→ Task goal
In the listing below, look for "dead" and copy every line that has it.

→ Materials provided
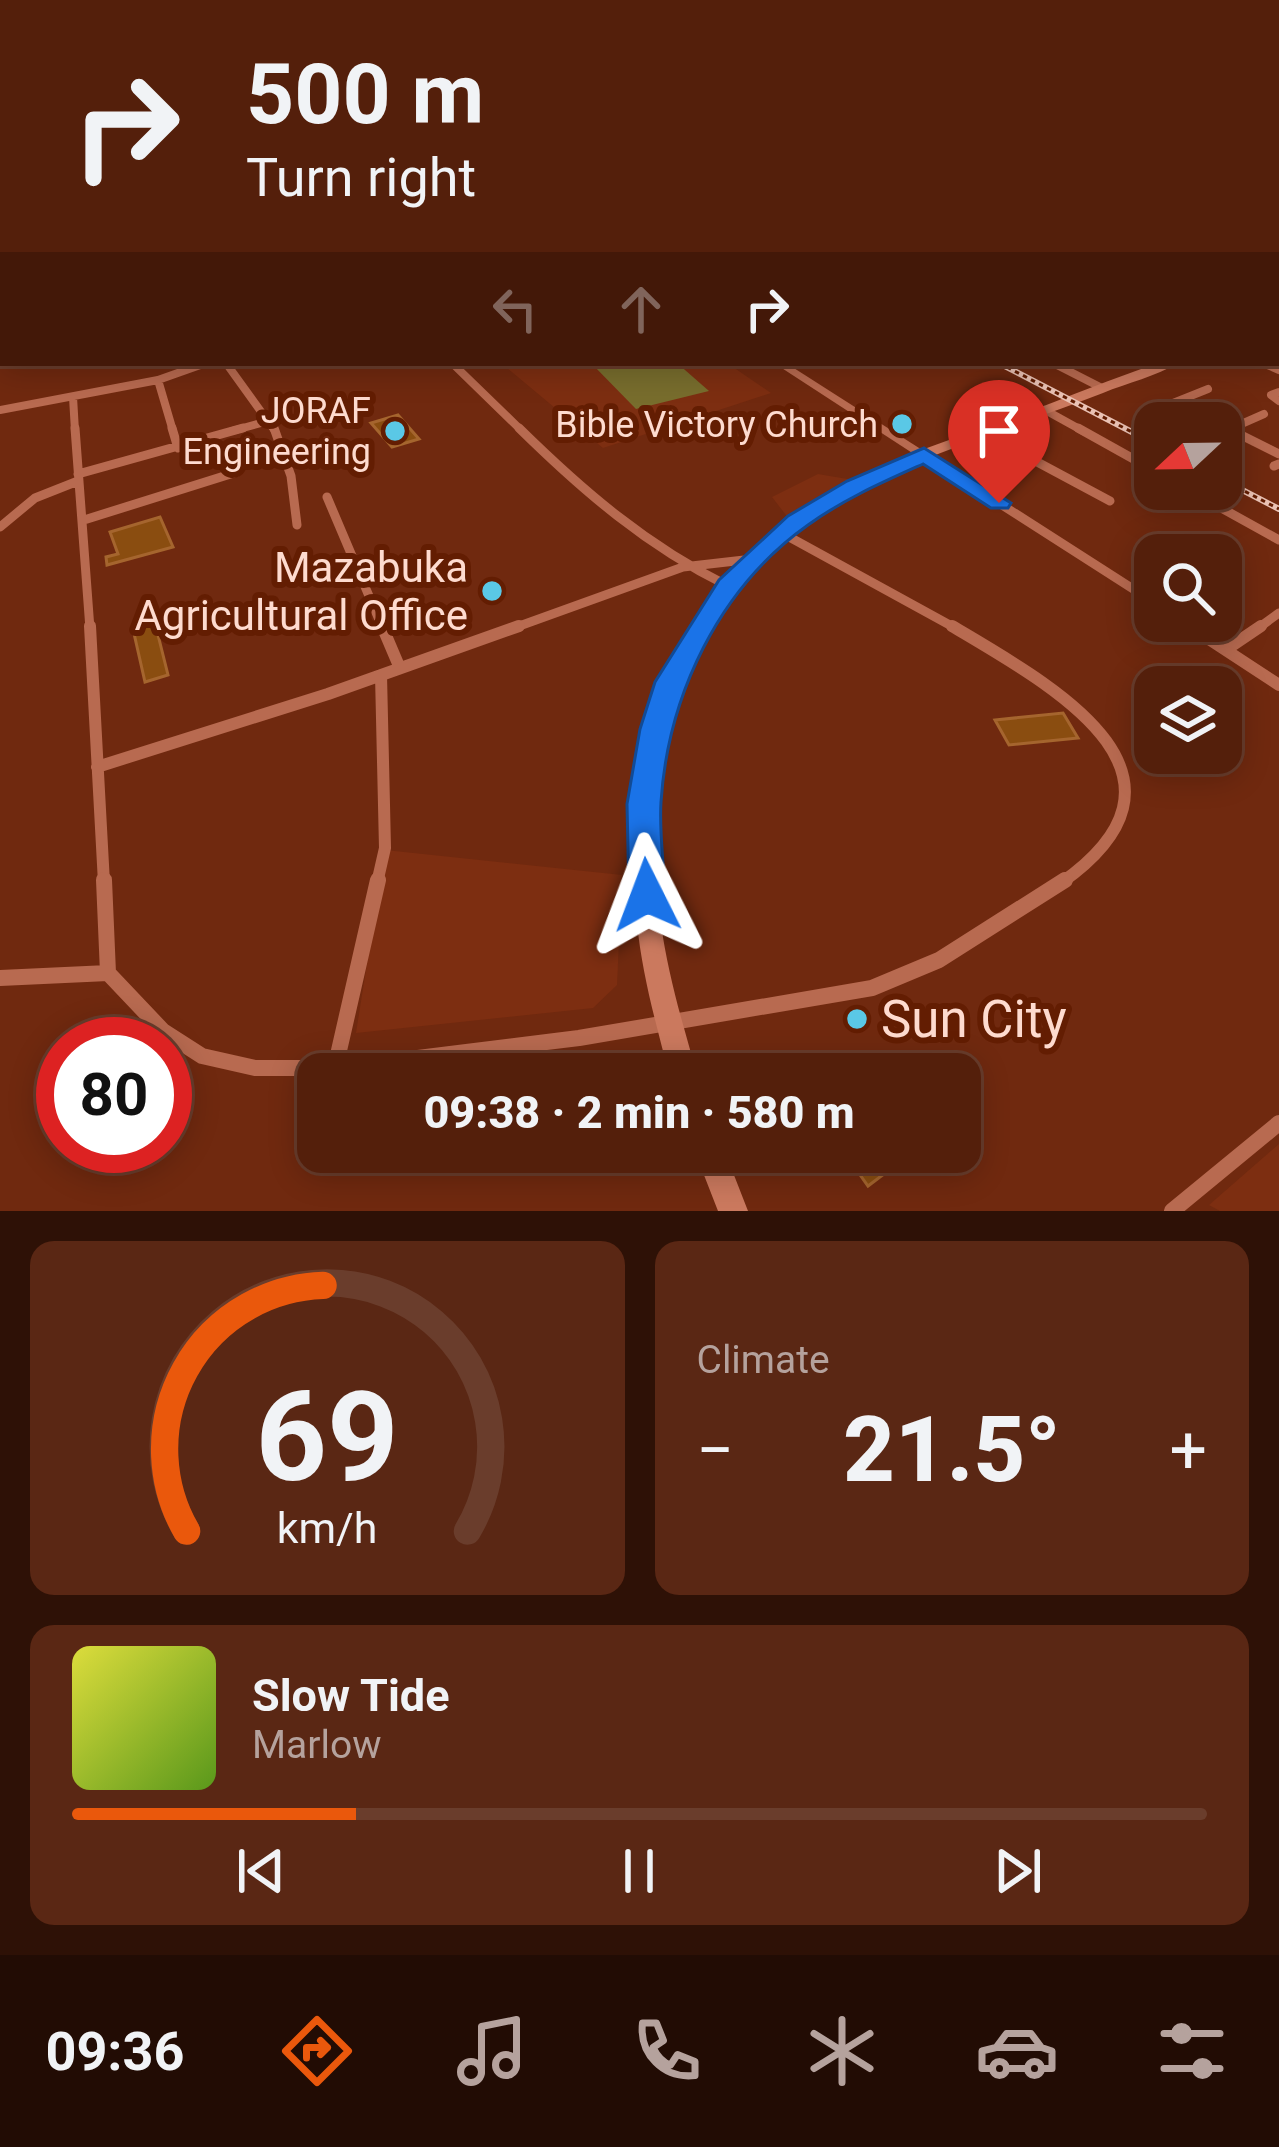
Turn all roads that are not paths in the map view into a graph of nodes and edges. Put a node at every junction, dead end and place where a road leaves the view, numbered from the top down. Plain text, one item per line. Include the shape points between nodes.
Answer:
1 (198, 366) edge
2 (228, 366) edge
3 (455, 366) edge
4 (784, 366) edge
5 (1059, 366) edge
6 (1161, 366) edge
7 (158, 380) junction
8 (1102, 388) junction
9 (1208, 388) dead end
10 (1279, 392) edge
11 (73, 398) junction
12 (1279, 401) edge
13 (1177, 402) edge
14 (0, 410) edge
15 (1045, 410) junction
16 (1264, 414) dead end
17 (272, 420) junction
18 (1242, 421) edge
19 (983, 433) junction
20 (1242, 437) edge
21 (178, 448) junction
22 (1279, 454) edge
23 (924, 455) junction
24 (1134, 459) edge
25 (236, 472) dead end
26 (78, 478) junction
27 (327, 497) dead end
28 (1110, 501) dead end
29 (1225, 510) edge
30 (84, 520) junction
31 (296, 525) dead end
32 (0, 527) edge
33 (782, 533) junction
34 (1279, 540) edge
35 (753, 559) junction
36 (683, 567) junction
37 (728, 586) junction
38 (1134, 590) edge
39 (1279, 613) edge
40 (1215, 642) edge
41 (1227, 650) junction
42 (399, 666) junction
43 (381, 675) junction
44 (1279, 685) edge
45 (97, 767) junction
46 (108, 973) junction
47 (0, 978) edge
48 (667, 1025) junction
49 (338, 1053) edge
50 (475, 1053) edge
51 (676, 1053) edge
52 (297, 1068) edge
53 (1279, 1123) edge
54 (718, 1173) edge
55 (733, 1211) edge
56 (1172, 1211) edge

1 - 7 street
2 - 17 street
3 - 36 street via 636,536
4 - 23 main road
5 - 8 street
6 - 8 highway
7 - 11 street
7 - 21 street
8 - 15 highway
9 - 13 street
10 - 12 street via 1271,395
11 - 14 street
11 - 26 street
15 - 19 highway
15 - 24 street
16 - 18 street
17 - 21 street
17 - 31 street via 290,462
19 - 23 highway
19 - 28 street
20 - 22 street
21 - 26 street
23 - 33 highway via 840,494
23 - 38 street
25 - 30 street
26 - 30 street
26 - 32 street
27 - 42 street
29 - 34 street
30 - 45 street
33 - 35 highway
33 - 48 street via 927,608 1077,714 1120,759 1125,817 1091,860 929,968 843,998
35 - 36 street
35 - 37 highway
36 - 37 street
36 - 42 street
37 - 48 highway via 670,682 644,804 650,929
39 - 41 street
40 - 41 street
41 - 44 street
42 - 43 street
43 - 45 street
43 - 49 street via 385,848
45 - 46 street
46 - 47 street
46 - 52 street via 200,1056
48 - 50 street
48 - 51 highway
53 - 56 street
54 - 55 highway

→ Answer to the problem
Turn all roads that are not paths in the map view into a graph of nodes and edges. Put a node at every junction, dead end and place where a road leaves the view, numbered from the top down. Plain text, one item per line. Include the shape points between nodes.
9 (1208, 388) dead end
16 (1264, 414) dead end
25 (236, 472) dead end
27 (327, 497) dead end
28 (1110, 501) dead end
31 (296, 525) dead end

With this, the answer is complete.